The detailed description of each grade is given in a Product Specification.
GRADES | MIN. YIELD STRENGTH (ksi) | MAX. YIELD STRENGTH (ksi) | MIN. TENSILE STRENGTH (ksi) | MAX HARDNESS MEAN (HRC) | CHARPY - MINIMUM ABSORBED ENERGY ON FULL SIZE SPECIMEN (J) | |
Transverse | Longitudinal | |||||
VM 80 13CR | 80 | 95 | 95 | 23 | 31 | 61 |
VM 85 13CR | 85 | 100 | 100 | 24 | 25 | 51 |
VM 90 13CR | 90 | 105 | 100 | 26 | 20 | 41 |
VM 95 13CR | 95 | 110 | 105 | 28 | 14 | 27 |
The growing demand of energy has resulted in a general need to produce fields with a tangible CO2 content, and corrosion mitigation has become a major concern to reduce both production and workover operations costs. Consequently, material resistance against sweet corrosion becomes a must in such environments.
Vallourec 13Cr proprietary grades offer enhanced corrosion resistance thanks to a more controlled chemistry than standard API L80 13Cr. They are suitable for use in conventional wells with sweet corrosive environments. These grades are particularly fitted to be used in low chloride and low-temperature environments up to 150°C, and they additionally offer sour service resistance in limited H2S presence (up to 0.1 bar or 1.5psi ppH2S). With several 100kton of 13Cr sales, these products have been worldwide field proven on conventional onshore and offshore applications, such as South America, Asia, Africa and North Sea.
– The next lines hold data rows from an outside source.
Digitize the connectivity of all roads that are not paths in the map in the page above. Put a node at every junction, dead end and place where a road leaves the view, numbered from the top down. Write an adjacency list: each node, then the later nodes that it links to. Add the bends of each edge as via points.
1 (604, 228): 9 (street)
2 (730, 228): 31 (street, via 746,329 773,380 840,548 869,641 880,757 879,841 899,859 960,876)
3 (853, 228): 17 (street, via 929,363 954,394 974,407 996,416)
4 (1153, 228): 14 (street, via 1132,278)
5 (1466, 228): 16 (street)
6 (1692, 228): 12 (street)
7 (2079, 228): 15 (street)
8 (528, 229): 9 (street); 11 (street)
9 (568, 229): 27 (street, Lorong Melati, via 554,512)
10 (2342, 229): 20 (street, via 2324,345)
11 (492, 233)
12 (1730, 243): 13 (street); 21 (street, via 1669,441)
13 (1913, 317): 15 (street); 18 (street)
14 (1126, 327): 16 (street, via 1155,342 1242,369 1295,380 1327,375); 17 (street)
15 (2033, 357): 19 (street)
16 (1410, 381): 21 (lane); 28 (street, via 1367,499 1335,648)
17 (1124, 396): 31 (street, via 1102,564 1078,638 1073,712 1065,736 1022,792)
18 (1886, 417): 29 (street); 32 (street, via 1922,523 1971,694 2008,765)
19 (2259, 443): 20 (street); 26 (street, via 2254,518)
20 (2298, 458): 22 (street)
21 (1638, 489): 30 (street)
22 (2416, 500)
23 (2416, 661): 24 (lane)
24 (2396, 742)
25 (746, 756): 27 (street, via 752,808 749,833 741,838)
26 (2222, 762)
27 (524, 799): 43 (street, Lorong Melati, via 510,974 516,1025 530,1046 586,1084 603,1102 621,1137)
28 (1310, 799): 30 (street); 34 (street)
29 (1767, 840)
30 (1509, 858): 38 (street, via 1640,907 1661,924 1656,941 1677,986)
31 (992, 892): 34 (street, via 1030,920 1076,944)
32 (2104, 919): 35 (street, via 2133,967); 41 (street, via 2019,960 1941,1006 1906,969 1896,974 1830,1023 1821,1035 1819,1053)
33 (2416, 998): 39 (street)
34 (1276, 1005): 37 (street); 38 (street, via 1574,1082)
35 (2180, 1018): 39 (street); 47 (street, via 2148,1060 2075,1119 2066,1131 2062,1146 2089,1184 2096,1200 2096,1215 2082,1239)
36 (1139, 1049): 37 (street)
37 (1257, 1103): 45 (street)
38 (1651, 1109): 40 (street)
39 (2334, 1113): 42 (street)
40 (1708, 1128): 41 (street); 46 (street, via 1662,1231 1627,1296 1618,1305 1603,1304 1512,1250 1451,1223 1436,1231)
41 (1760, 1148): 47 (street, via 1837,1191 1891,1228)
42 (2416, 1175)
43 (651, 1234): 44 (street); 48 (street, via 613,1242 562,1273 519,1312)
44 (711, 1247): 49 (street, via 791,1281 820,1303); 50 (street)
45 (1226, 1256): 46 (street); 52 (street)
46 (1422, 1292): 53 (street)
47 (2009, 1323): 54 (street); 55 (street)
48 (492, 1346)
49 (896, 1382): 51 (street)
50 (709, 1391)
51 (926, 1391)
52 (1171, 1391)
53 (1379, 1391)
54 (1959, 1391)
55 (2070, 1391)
Additionally, Vallourec has an extensive testing database defining its corrosion performance under several environments to support operators during the material selection process. Here are some examples showing its application domain, however, they should not be interpreted as the maximum application domain of Vallourec 13Cr grades. For additional and more complete information regarding testing results, please contact our technical sales hub.
13Cr and Controlled Yield grades
For environments where an enhanced H2S resistance is necessary in combination with sweet corrosion resistance at low mechanical loads, Vallourec has developed the MSS grade in combination with Controlled Yield properties.
These grades, initially designed for North Sea environments, are available in outside diameter up to 7”, and both 80 and 85ksi are fully compliant with NACE MR0175 specifications, in addition to API 5CT – PSL 2 requirements.
The detailed description of each grade is given in a Product Specification.
GRADES | MIN. YIELD STRENGTH (ksi) | MAX. YIELD STRENGTH (ksi) | MIN. TENSILE STRENGTH (ksi) | MAX HARDNESS MEAN (HRC) | CHARPY - MINIMUM ABSORBED ENERGY ON FULL SIZE SPECIMEN (J) | |
Transverse | Longitudinal | |||||
VM 80 13CRCY | 80 | 90 | 95 | 22 | 31 | 61 |
VM 85 13CRCY | 85 | 95 | 95 | 23 | 31 | 61 |
The restricted yield strength of these grades provides a lower hardness and higher toughness, thus resulting in an enhanced sulfide stress cracking resistance when compared with regular 13Cr grades.
13Cr Modified grades
For wells requiring corrosion resistance at higher temperature levels as well as higher mechanical properties, Vallourec has developed super martensitic 13Cr Modified grade (13CRM) is available in 110ksi, strictly compliant with group 1, material category 13-5-2 of the latest edition of API 5CRA and ISO 13680 standard.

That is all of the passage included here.